(Dataset items)
——————————

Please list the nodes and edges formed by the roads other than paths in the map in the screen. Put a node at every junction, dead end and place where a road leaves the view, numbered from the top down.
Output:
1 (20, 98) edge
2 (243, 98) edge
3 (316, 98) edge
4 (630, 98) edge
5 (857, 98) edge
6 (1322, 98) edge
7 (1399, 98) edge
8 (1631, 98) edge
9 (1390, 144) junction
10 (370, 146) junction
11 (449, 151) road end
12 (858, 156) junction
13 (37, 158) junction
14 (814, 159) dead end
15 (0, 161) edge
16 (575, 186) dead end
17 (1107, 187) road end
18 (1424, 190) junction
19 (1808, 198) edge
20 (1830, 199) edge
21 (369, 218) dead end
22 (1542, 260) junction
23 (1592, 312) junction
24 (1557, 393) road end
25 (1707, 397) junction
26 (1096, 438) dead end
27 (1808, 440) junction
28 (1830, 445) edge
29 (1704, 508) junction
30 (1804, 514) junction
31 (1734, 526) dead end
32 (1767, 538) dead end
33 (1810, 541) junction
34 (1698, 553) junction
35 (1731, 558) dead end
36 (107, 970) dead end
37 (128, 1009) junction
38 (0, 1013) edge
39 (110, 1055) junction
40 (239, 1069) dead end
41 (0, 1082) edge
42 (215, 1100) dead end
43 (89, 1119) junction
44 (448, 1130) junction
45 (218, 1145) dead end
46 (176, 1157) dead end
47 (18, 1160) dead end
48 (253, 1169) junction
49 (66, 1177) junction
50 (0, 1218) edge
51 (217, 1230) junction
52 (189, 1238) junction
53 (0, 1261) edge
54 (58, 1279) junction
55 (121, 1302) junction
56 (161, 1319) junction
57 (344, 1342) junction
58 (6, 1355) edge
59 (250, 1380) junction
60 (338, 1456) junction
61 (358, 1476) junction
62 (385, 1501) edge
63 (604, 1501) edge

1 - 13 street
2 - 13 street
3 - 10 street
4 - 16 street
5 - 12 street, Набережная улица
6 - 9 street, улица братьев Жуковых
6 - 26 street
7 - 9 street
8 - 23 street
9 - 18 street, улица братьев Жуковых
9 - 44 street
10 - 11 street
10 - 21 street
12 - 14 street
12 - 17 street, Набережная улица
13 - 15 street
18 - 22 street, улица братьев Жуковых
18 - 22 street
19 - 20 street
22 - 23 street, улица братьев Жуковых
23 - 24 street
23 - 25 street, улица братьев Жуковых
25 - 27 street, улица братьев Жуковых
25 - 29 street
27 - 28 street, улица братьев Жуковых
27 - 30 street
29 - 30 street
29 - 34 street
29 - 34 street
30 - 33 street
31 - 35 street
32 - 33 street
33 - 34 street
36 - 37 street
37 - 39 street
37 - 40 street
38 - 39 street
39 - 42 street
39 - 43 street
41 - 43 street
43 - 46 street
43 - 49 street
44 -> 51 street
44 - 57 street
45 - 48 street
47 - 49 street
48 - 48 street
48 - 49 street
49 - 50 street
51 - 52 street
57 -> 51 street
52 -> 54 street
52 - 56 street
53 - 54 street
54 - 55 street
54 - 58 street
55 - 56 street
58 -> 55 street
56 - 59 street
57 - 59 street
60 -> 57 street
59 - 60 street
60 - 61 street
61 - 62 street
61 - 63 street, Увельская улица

——————————

■ What you have to do ■
Each of the records should be written out again, exactly as it reads.

■ Output for this task ■
Please list the nodes and edges formed by the roads other than paths in the map in the screen. Put a node at every junction, dead end and place where a road leaves the view, numbered from the top down.
Output:
1 (20, 98) edge
2 (243, 98) edge
3 (316, 98) edge
4 (630, 98) edge
5 (857, 98) edge
6 (1322, 98) edge
7 (1399, 98) edge
8 (1631, 98) edge
9 (1390, 144) junction
10 (370, 146) junction
11 (449, 151) road end
12 (858, 156) junction
13 (37, 158) junction
14 (814, 159) dead end
15 (0, 161) edge
16 (575, 186) dead end
17 (1107, 187) road end
18 (1424, 190) junction
19 (1808, 198) edge
20 (1830, 199) edge
21 (369, 218) dead end
22 (1542, 260) junction
23 (1592, 312) junction
24 (1557, 393) road end
25 (1707, 397) junction
26 (1096, 438) dead end
27 (1808, 440) junction
28 (1830, 445) edge
29 (1704, 508) junction
30 (1804, 514) junction
31 (1734, 526) dead end
32 (1767, 538) dead end
33 (1810, 541) junction
34 (1698, 553) junction
35 (1731, 558) dead end
36 (107, 970) dead end
37 (128, 1009) junction
38 (0, 1013) edge
39 (110, 1055) junction
40 (239, 1069) dead end
41 (0, 1082) edge
42 (215, 1100) dead end
43 (89, 1119) junction
44 (448, 1130) junction
45 (218, 1145) dead end
46 (176, 1157) dead end
47 (18, 1160) dead end
48 (253, 1169) junction
49 (66, 1177) junction
50 (0, 1218) edge
51 (217, 1230) junction
52 (189, 1238) junction
53 (0, 1261) edge
54 (58, 1279) junction
55 (121, 1302) junction
56 (161, 1319) junction
57 (344, 1342) junction
58 (6, 1355) edge
59 (250, 1380) junction
60 (338, 1456) junction
61 (358, 1476) junction
62 (385, 1501) edge
63 (604, 1501) edge

1 - 13 street
2 - 13 street
3 - 10 street
4 - 16 street
5 - 12 street, Набережная улица
6 - 9 street, улица братьев Жуковых
6 - 26 street
7 - 9 street
8 - 23 street
9 - 18 street, улица братьев Жуковых
9 - 44 street
10 - 11 street
10 - 21 street
12 - 14 street
12 - 17 street, Набережная улица
13 - 15 street
18 - 22 street, улица братьев Жуковых
18 - 22 street
19 - 20 street
22 - 23 street, улица братьев Жуковых
23 - 24 street
23 - 25 street, улица братьев Жуковых
25 - 27 street, улица братьев Жуковых
25 - 29 street
27 - 28 street, улица братьев Жуковых
27 - 30 street
29 - 30 street
29 - 34 street
29 - 34 street
30 - 33 street
31 - 35 street
32 - 33 street
33 - 34 street
36 - 37 street
37 - 39 street
37 - 40 street
38 - 39 street
39 - 42 street
39 - 43 street
41 - 43 street
43 - 46 street
43 - 49 street
44 -> 51 street
44 - 57 street
45 - 48 street
47 - 49 street
48 - 48 street
48 - 49 street
49 - 50 street
51 - 52 street
57 -> 51 street
52 -> 54 street
52 - 56 street
53 - 54 street
54 - 55 street
54 - 58 street
55 - 56 street
58 -> 55 street
56 - 59 street
57 - 59 street
60 -> 57 street
59 - 60 street
60 - 61 street
61 - 62 street
61 - 63 street, Увельская улица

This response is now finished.